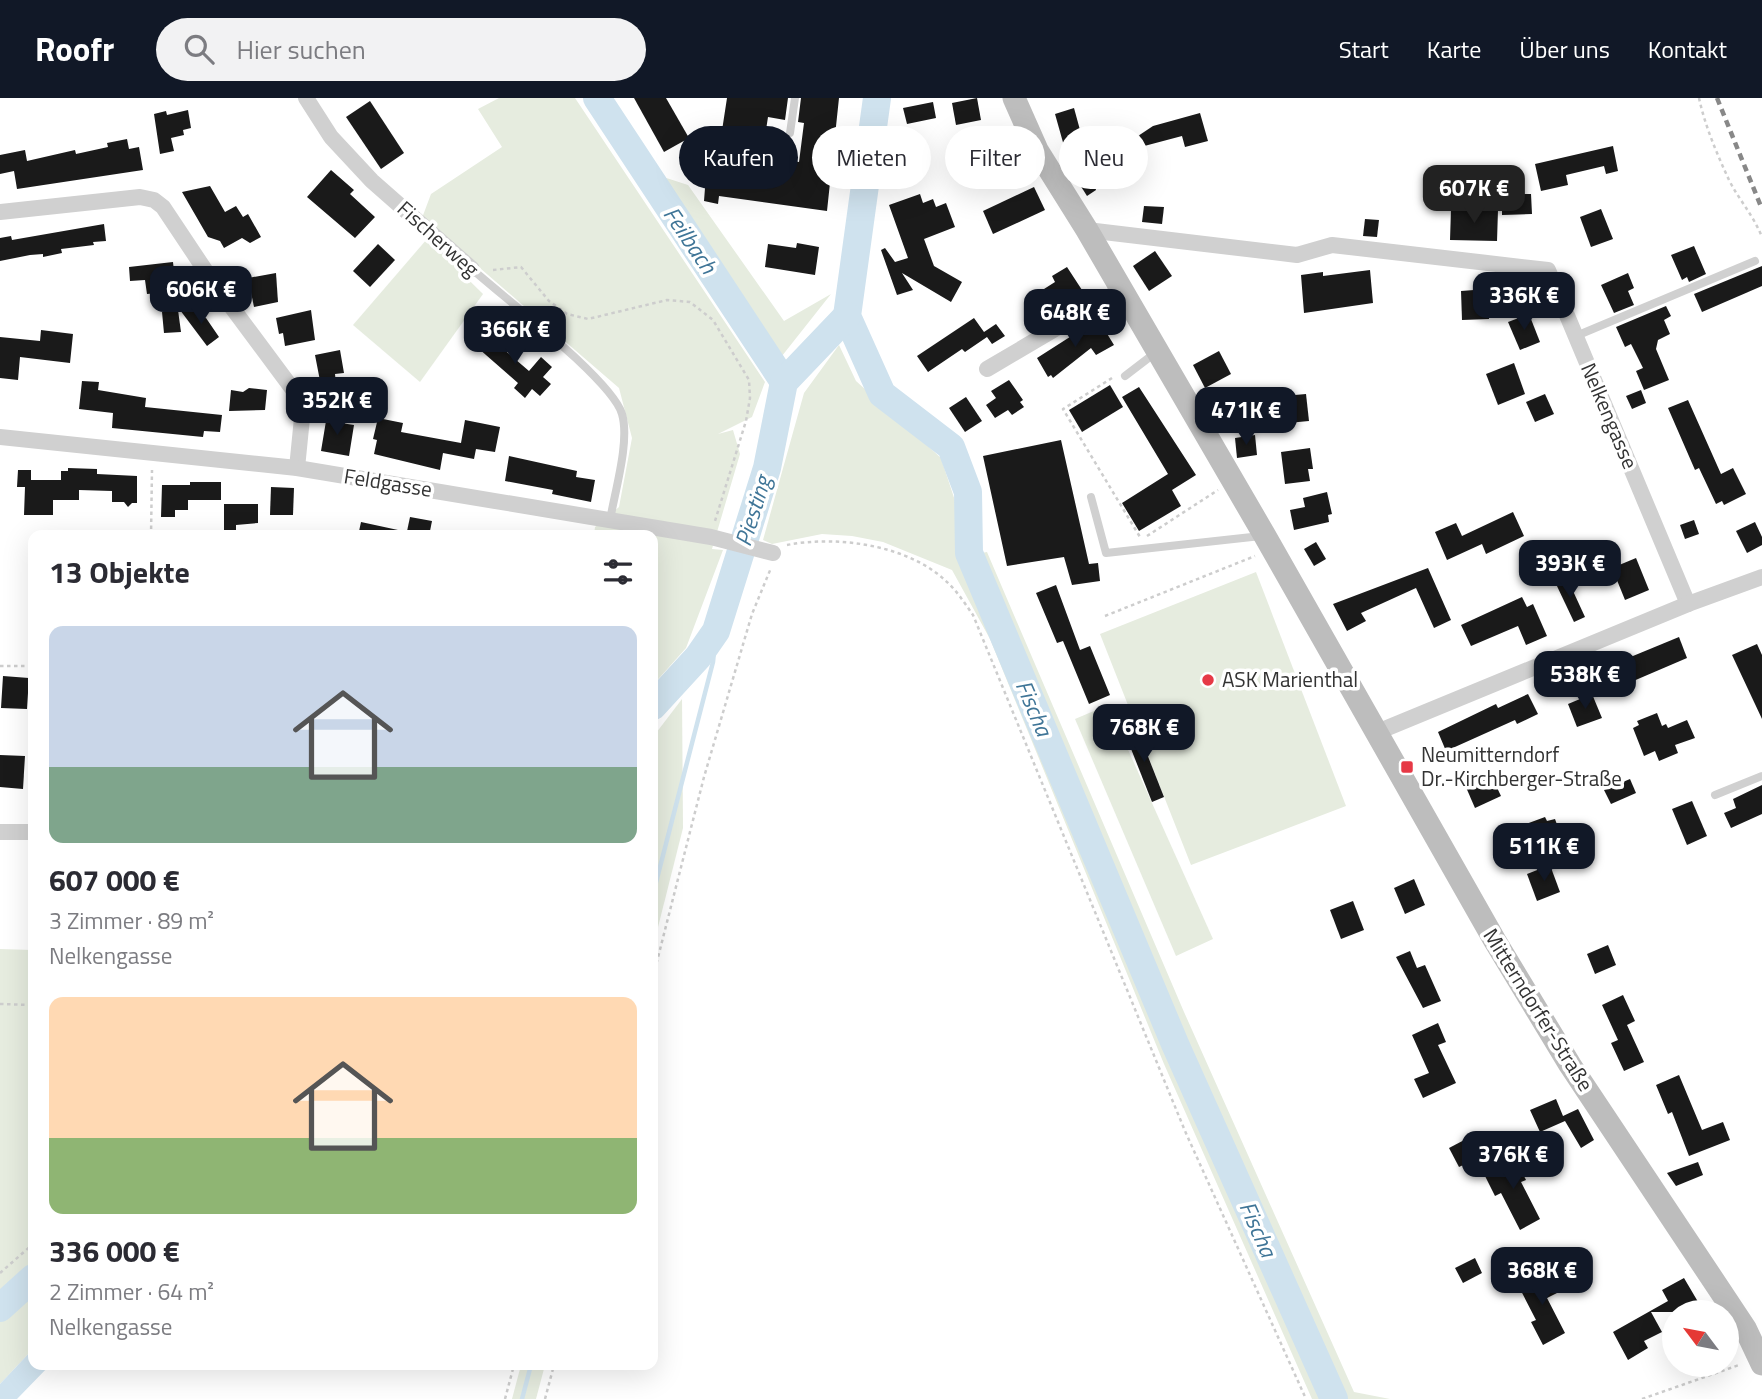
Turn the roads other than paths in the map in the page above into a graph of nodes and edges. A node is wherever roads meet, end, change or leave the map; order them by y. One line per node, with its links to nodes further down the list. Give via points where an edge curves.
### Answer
1 (306, 98): 8 (street, Fischerweg, via 331,137 372,181)
2 (795, 98): 4 (lane)
3 (1014, 98): 6 (street, Mitterndorfer-Straße, via 1037,150)
4 (791, 126)
5 (0, 212): 15 (street, via 140,197 158,202 297,395 302,418)
6 (1087, 230): 9 (street, Mitterndorfer-Straße); 10 (street, Nelkengasse, via 1297,255 1332,245 1548,270)
7 (1755, 261): 10 (lane)
8 (474, 271): 17 (lane, Fischerweg, via 573,357 622,412 625,432)
9 (1121, 290): 11 (street, Mitterndorfer-Straße); 12 (street)
10 (1576, 336): 21 (street, Nelkengasse)
11 (1157, 351): 13 (lane); 18 (street, Mitterndorfer-Straße)
12 (987, 369)
13 (1125, 376)
14 (0, 437): 15 (street, Feldgasse)
15 (297, 468): 17 (street, Feldgasse)
16 (1091, 497): 18 (lane, via 1106,553)
17 (610, 520): 19 (street, Feldgasse)
18 (1269, 542): 22 (street, Mitterndorfer-Straße)
19 (765, 551)
20 (1762, 577): 21 (street)
21 (1688, 604): 22 (street)
22 (1375, 733): 27 (street, Mitterndorfer-Straße, via 1570,1065 1745,1328)
23 (1762, 776): 24 (lane)
24 (1716, 795)
25 (0, 832): 26 (street)
26 (28, 832)
27 (1760, 1361)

--- --- ---

- YOUR ASSIGNMENT -
Retype the whole listing exactly. Do not include the pictures.

- EXERCISE ANSWER -
Turn the roads other than paths in the map in the page above into a graph of nodes and edges. A node is wherever roads meet, end, change or leave the map; order them by y. One line per node, with its links to nodes further down the list. Give via points where an edge curves.
### Answer
1 (306, 98): 8 (street, Fischerweg, via 331,137 372,181)
2 (795, 98): 4 (lane)
3 (1014, 98): 6 (street, Mitterndorfer-Straße, via 1037,150)
4 (791, 126)
5 (0, 212): 15 (street, via 140,197 158,202 297,395 302,418)
6 (1087, 230): 9 (street, Mitterndorfer-Straße); 10 (street, Nelkengasse, via 1297,255 1332,245 1548,270)
7 (1755, 261): 10 (lane)
8 (474, 271): 17 (lane, Fischerweg, via 573,357 622,412 625,432)
9 (1121, 290): 11 (street, Mitterndorfer-Straße); 12 (street)
10 (1576, 336): 21 (street, Nelkengasse)
11 (1157, 351): 13 (lane); 18 (street, Mitterndorfer-Straße)
12 (987, 369)
13 (1125, 376)
14 (0, 437): 15 (street, Feldgasse)
15 (297, 468): 17 (street, Feldgasse)
16 (1091, 497): 18 (lane, via 1106,553)
17 (610, 520): 19 (street, Feldgasse)
18 (1269, 542): 22 (street, Mitterndorfer-Straße)
19 (765, 551)
20 (1762, 577): 21 (street)
21 (1688, 604): 22 (street)
22 (1375, 733): 27 (street, Mitterndorfer-Straße, via 1570,1065 1745,1328)
23 (1762, 776): 24 (lane)
24 (1716, 795)
25 (0, 832): 26 (street)
26 (28, 832)
27 (1760, 1361)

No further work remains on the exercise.